Sementara itu, di sudut yang lain, Gya tampak tegang. Wajahnya begitu gelisah. Memang, sih, semalam ia sudah berhasil mendapatkan jaminan untuk kebebasan dua orang temannya itu. Hanya saja, menunggu adalah hal yang paling menyakitkan.

Sebuah pintu yang berada di seberang tempat duduk Gya tiba-tiba terbuka. Seorang polisi masuk, disusul dua orang polisi lain yang masing-masing menggiring Christie dan Fitra.

Gya tampak semringah ketika melihat keduanya dan tersenyum. Christie dan Fitra membalas juga dengan senyuman meski kepala mereka tertunduk. Ekspresi ketakutan masih terlihat di wajah keduanya. 

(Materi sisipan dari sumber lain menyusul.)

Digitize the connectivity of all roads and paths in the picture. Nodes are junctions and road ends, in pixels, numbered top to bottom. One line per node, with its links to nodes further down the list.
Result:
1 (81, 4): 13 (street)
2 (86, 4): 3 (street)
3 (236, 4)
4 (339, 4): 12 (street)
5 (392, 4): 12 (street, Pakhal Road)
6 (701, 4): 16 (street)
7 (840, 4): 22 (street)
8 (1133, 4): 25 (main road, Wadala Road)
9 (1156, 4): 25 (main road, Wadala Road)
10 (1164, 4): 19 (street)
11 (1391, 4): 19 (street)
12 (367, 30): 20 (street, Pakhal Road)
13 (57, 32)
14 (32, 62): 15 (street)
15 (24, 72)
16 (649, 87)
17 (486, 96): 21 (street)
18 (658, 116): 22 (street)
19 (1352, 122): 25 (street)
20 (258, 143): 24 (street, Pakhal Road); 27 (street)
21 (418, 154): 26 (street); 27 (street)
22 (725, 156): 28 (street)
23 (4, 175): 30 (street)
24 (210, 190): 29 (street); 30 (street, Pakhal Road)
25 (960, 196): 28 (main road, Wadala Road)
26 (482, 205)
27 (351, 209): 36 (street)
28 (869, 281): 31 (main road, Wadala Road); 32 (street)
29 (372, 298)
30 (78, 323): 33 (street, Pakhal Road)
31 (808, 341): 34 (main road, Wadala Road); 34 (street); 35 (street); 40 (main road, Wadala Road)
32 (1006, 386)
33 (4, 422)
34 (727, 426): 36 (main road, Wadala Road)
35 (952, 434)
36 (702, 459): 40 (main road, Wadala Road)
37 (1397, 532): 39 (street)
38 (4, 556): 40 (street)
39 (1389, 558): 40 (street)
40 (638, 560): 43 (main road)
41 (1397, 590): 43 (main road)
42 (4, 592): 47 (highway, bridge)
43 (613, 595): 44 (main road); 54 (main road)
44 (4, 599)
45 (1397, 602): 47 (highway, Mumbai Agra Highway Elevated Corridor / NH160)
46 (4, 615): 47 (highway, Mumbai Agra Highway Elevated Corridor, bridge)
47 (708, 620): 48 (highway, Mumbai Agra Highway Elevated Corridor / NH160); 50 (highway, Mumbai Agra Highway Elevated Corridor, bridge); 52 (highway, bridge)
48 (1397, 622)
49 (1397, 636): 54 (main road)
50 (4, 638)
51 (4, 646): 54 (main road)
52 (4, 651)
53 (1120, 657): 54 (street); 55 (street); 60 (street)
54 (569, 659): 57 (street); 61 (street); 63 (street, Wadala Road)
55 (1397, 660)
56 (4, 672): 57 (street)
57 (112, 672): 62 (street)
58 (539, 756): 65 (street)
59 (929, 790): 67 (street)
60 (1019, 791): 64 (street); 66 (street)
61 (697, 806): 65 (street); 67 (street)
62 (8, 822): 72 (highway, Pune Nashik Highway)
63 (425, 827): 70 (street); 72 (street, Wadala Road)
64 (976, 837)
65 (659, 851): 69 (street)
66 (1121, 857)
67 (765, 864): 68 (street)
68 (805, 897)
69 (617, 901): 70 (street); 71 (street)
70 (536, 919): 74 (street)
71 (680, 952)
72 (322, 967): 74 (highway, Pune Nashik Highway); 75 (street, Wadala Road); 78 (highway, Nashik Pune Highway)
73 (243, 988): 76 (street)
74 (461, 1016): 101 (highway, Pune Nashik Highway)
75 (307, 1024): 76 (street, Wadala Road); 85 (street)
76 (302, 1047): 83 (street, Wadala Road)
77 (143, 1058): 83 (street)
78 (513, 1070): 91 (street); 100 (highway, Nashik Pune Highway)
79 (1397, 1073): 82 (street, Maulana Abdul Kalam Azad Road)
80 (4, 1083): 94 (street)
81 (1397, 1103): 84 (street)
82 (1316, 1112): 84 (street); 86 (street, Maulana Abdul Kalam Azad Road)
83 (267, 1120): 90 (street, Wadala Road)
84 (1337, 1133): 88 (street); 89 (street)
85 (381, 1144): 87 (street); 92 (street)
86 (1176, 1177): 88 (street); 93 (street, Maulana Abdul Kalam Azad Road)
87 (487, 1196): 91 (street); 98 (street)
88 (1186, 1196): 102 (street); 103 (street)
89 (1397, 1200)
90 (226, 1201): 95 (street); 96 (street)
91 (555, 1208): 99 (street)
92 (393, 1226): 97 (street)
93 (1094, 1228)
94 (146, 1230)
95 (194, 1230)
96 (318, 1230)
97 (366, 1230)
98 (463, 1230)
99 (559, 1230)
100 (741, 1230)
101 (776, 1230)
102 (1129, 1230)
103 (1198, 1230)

Kedua polisi itu lalu mendudukkan Christie dan Fitra, berseberangan dengan Gya. Tangan mereka masih diborgol. Keduanya menunduk seperti terdakwa yang akan menerima hukuman.

Beberapa polisi tampak seperti berdiskusi dengan polisi berpangkat tinggi yang duduk di pangkal meja “U”. Tak lama, mereka berpencar. Ada yang mengambil tempat duduk, dan ada juga yang keluar.

“Siapa yang bernama Adhya Fitra?” Polisi berpangkat tinggi itu bertanya.

“Saya, Pak.” Fitra menengadah dengan sorot mata penuh ketakutan.

Polisi itu menatap Fitra yang benar-benar tampak tak berdaya. Ada setitik rasa iba dalam hatinya itu sebenarnya. Namun, hukum tetap harus ditegakkan.

“Jadi, Saudari adalah pemilik mobil Peugeot 405 warna putih dengan nomor polisi D 405 DS, betul?”

“Betul, Pak,” jawab Fitra singkat.

“Namanya kok berbeda dengan di STNK, ya?” tanyanya lagi.

“Mobil itu baru saya beli dari orang lain, Pak. Belum sempat balik nama,” jawab Fitra lagi.

Polisi berpangkat itu mengangguk-angguk.

“Saya akan langsung saja. Dan tolong jawab pertanyaan-pertanyaan kami dengan jujur.” Polisi itu mulai melakukan interogasi. 

“Baik, Pak.” Fitra mengangguk patuh.

Beberapa polisi yang tadi keluar Kembali masuk sambil membawa sebuah bungkusan plastik berwarna hitam.